▶ What to do
All of the data that follows should be retyped exactly, please, except the pictures.

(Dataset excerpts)
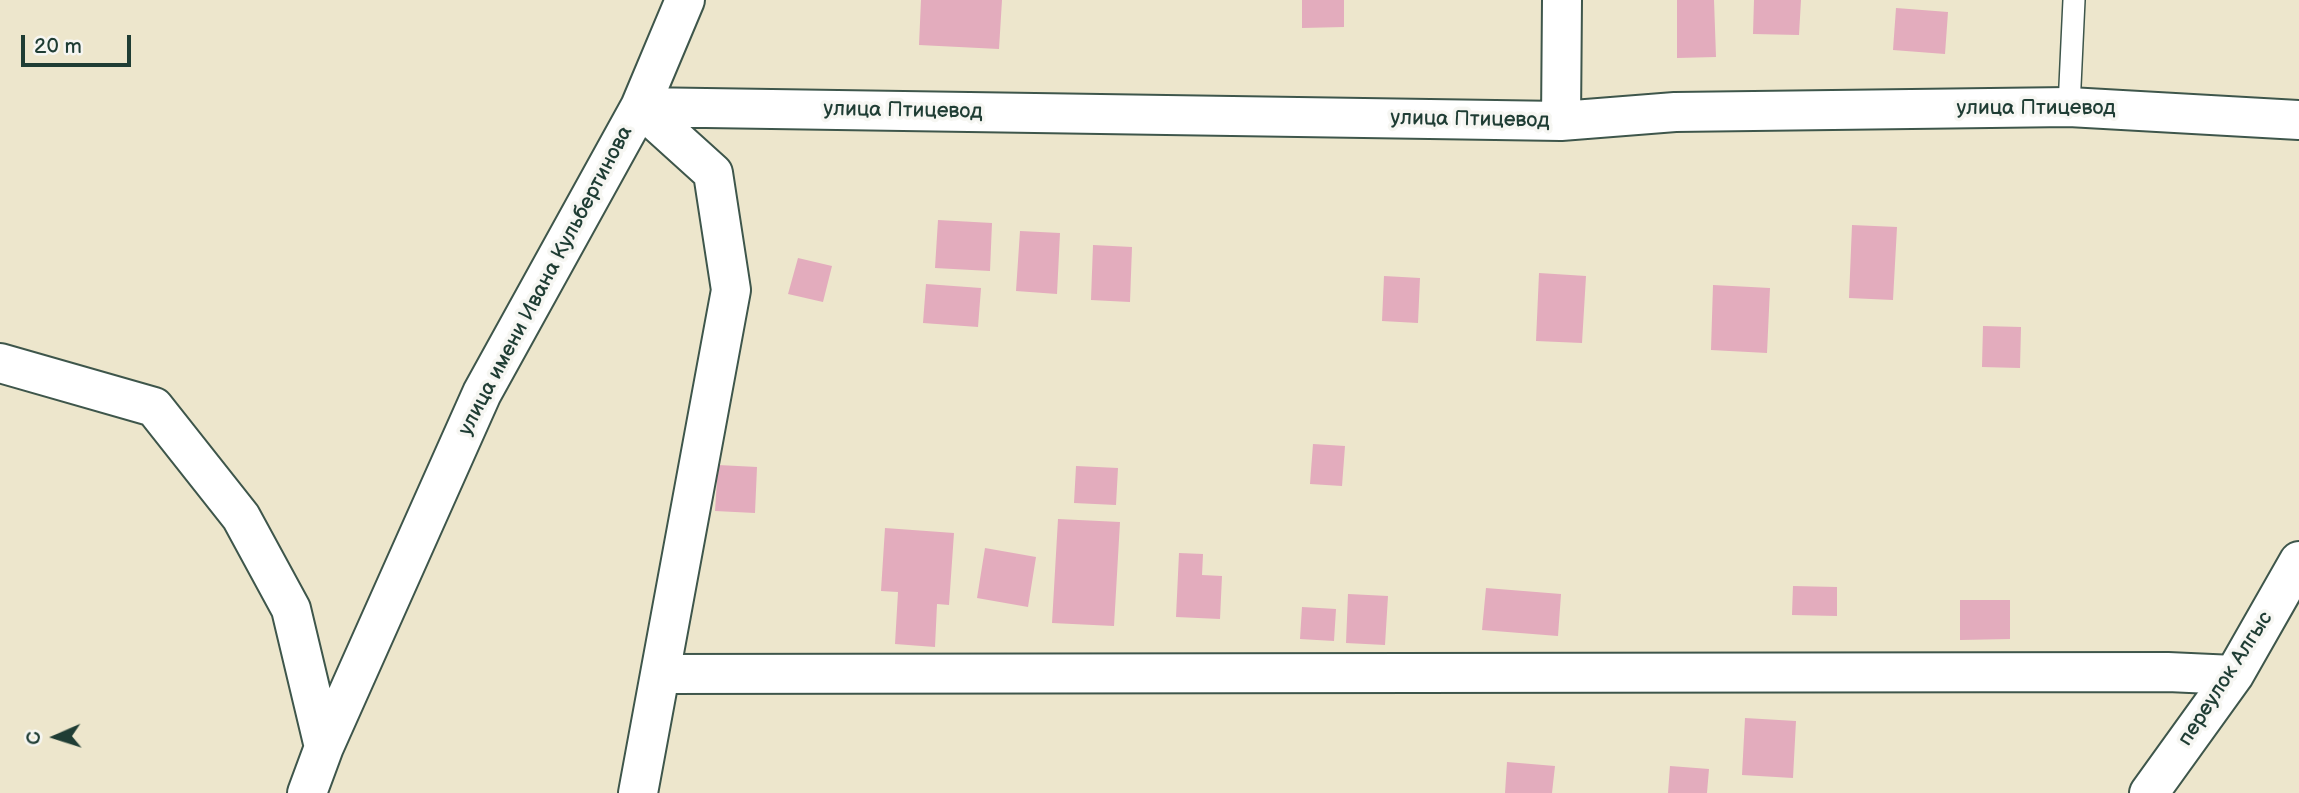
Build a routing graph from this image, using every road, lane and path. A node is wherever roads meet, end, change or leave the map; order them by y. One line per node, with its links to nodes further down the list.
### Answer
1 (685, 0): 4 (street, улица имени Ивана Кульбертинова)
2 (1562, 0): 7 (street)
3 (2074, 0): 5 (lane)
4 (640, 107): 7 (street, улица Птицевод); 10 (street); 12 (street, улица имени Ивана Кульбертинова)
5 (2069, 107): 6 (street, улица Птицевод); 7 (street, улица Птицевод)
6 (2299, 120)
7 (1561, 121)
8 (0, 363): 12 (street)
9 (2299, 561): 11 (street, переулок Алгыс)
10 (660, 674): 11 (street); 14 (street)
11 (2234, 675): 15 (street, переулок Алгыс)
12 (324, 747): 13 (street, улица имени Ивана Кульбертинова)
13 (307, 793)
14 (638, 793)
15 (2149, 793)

▶ Task solution
Build a routing graph from this image, using every road, lane and path. A node is wherever roads meet, end, change or leave the map; order them by y. One line per node, with its links to nodes further down the list.
### Answer
1 (685, 0): 4 (street, улица имени Ивана Кульбертинова)
2 (1562, 0): 7 (street)
3 (2074, 0): 5 (lane)
4 (640, 107): 7 (street, улица Птицевод); 10 (street); 12 (street, улица имени Ивана Кульбертинова)
5 (2069, 107): 6 (street, улица Птицевод); 7 (street, улица Птицевод)
6 (2299, 120)
7 (1561, 121)
8 (0, 363): 12 (street)
9 (2299, 561): 11 (street, переулок Алгыс)
10 (660, 674): 11 (street); 14 (street)
11 (2234, 675): 15 (street, переулок Алгыс)
12 (324, 747): 13 (street, улица имени Ивана Кульбертинова)
13 (307, 793)
14 (638, 793)
15 (2149, 793)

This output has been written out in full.